= Eye pain =

Medical symptom

Eye pain, also called ophthomalgia or ocular pain, is a nonspecific term for pain in one or both eyes, around the eyes, or behind the eyes. It may encompass minor eye irritation, aching, or burning sensation to intense and prolonged pain. Eye pain is a common complaint and a major driver of patient visits to both emergency departments and out-patient clinics, generally ophthalmology or neurology clinics. Between 2008 and 2019, there were 1 million emergency department visits and 4.6 million outpatient visits attributed to eye pain.

Pain can occur in almost any part of the eye, including the eyelid, conjunctiva, sclera, cornea, or orbit (eye socket). Sensation of pain may be accompanied with swelling, throbbing or pressure, a stabbing or shooting pain, and/or the sensation of a foreign body in the eye. Damage to the cornea (corneal abrasion, corneal laceration, or corneal ulcer) can be serious and often painful, and may be caused by a sharp object or forceful impact.

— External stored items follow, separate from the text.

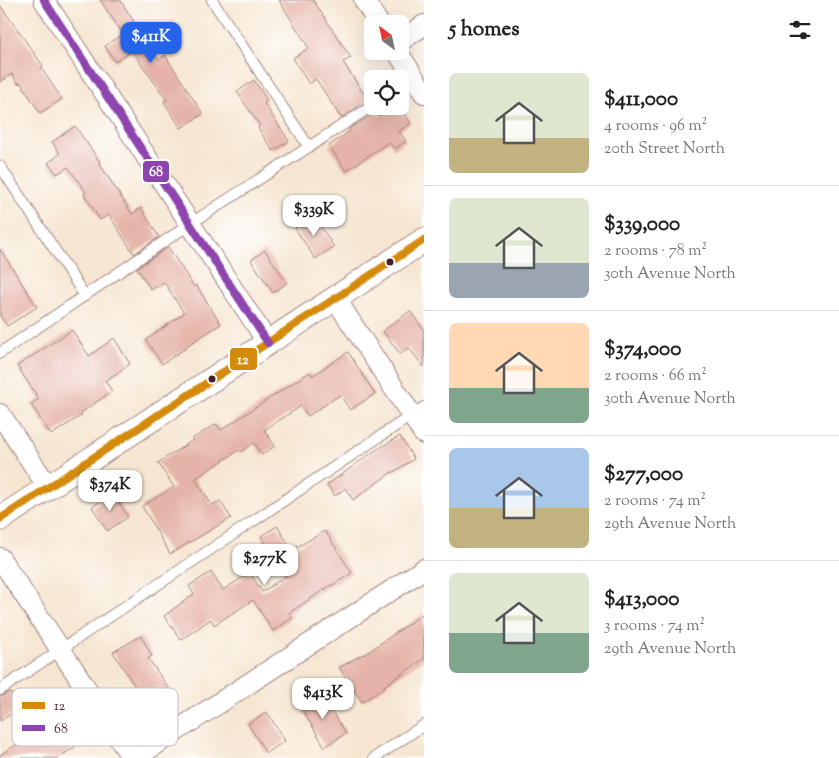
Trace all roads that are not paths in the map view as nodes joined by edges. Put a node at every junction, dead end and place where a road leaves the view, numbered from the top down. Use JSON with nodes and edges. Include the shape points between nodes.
{"nodes":[{"id":1,"x":44,"y":0,"type":"edge"},
{"id":2,"x":212,"y":0,"type":"edge"},
{"id":3,"x":364,"y":0,"type":"edge"},
{"id":4,"x":373,"y":15,"type":"edge"},
{"id":5,"x":424,"y":25,"type":"edge"},
{"id":6,"x":409,"y":35,"type":"edge"},
{"id":7,"x":401,"y":60,"type":"edge"},
{"id":8,"x":413,"y":87,"type":"edge"},
{"id":9,"x":364,"y":111,"type":"edge"},
{"id":10,"x":309,"y":147,"type":"junction"},
{"id":11,"x":0,"y":166,"type":"edge"},
{"id":12,"x":190,"y":224,"type":"junction"},
{"id":13,"x":424,"y":240,"type":"edge"},
{"id":14,"x":84,"y":296,"type":"junction"},
{"id":15,"x":335,"y":298,"type":"junction"},
{"id":16,"x":268,"y":343,"type":"junction"},
{"id":17,"x":0,"y":353,"type":"edge"},
{"id":18,"x":418,"y":411,"type":"edge"},
{"id":19,"x":0,"y":414,"type":"edge"},
{"id":20,"x":424,"y":434,"type":"edge"},
{"id":21,"x":48,"y":487,"type":"junction"},
{"id":22,"x":0,"y":519,"type":"edge"},
{"id":23,"x":0,"y":558,"type":"edge"},
{"id":24,"x":424,"y":568,"type":"edge"},
{"id":25,"x":61,"y":650,"type":"junction"},
{"id":26,"x":87,"y":688,"type":"edge"},
{"id":27,"x":0,"y":690,"type":"edge"},
{"id":28,"x":424,"y":725,"type":"edge"},
{"id":29,"x":178,"y":729,"type":"edge"},
{"id":30,"x":126,"y":746,"type":"edge"},
{"id":31,"x":152,"y":746,"type":"edge"},
{"id":32,"x":134,"y":758,"type":"edge"},
{"id":33,"x":374,"y":758,"type":"edge"}],
"edges":[{"from":1,"to":12,"type":"street"},
{"from":2,"to":10,"type":"lane"},
{"from":3,"to":4,"type":"street"},
{"from":5,"to":6,"type":"street"},
{"from":7,"to":8,"type":"street"},
{"from":9,"to":10,"type":"lane"},
{"from":10,"to":12,"type":"lane"},
{"from":11,"to":14,"type":"lane"},
{"from":12,"to":14,"type":"lane"},
{"from":12,"to":16,"type":"street"},
{"from":13,"to":15,"type":"street"},
{"from":14,"to":17,"type":"lane"},
{"from":15,"to":16,"type":"street"},
{"from":15,"to":18,"type":"street"},
{"from":16,"to":21,"type":"street"},
{"from":18,"to":20,"type":"street"},
{"from":18,"to":25,"type":"lane"},
{"from":19,"to":21,"type":"street"},
{"from":21,"to":22,"type":"street"},
{"from":23,"to":25,"type":"street"},
{"from":24,"to":29,"type":"street"},
{"from":25,"to":26,"type":"street"},
{"from":25,"to":27,"type":"lane"},
{"from":28,"to":33,"type":"lane"},
{"from":30,"to":32,"type":"street"},
{"from":31,"to":32,"type":"street"}]}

Eye pain may be associated with a number of causes, which can be benign or vision- or life-threatening. To diagnose the cause, a healthcare provider will conduct a complete eye exam. Eye pain is common after viral or bacterial infection, eye surgery, or eye injury. Pain may also be associated with dirty contact lenses, increased intraocular pressure, exposure to toxins (such as air pollutants, cigarette smoke, or chlorine in a swimming pool), or allergies. Other conditions that contribute to eye pain include glaucoma, migraine, cluster headache, chalazion, or stye. A 2018 study that examined 2,407 patients across different countries found that inflammatory eye disease (such as conjunctivitis, blepharitis, keratitis, uveitis, dry eye syndrome, chalazion, and scleritis) was the predominant cause of eye pain in 69% of the cases analyzed. Migraine was the leading cause of eye pain in patients who visited neurology clinics.

Medical care for eye pain should be sought as soon as possible, especially if pain is accompanied by vomiting, blurred vision, bulging eyeballs, feelings of pressure, signs of injury or infection, or being unable to move one's eyes normally. The treatment of eye pain is highly dependent upon the underlying cause; however, common remedies include over-the-counter or prescription eye drops to relieve dryness or irritation. Prescription eye drops may contain antibiotics, antifungals or antivirals to treat or prevent infection, or NSAIDs, corticosteroids, or local anesthetics to relieve pain. For eye pain caused by an eye injury, a protective shield may be used to cover the injured eye; severe cases may require eye surgery.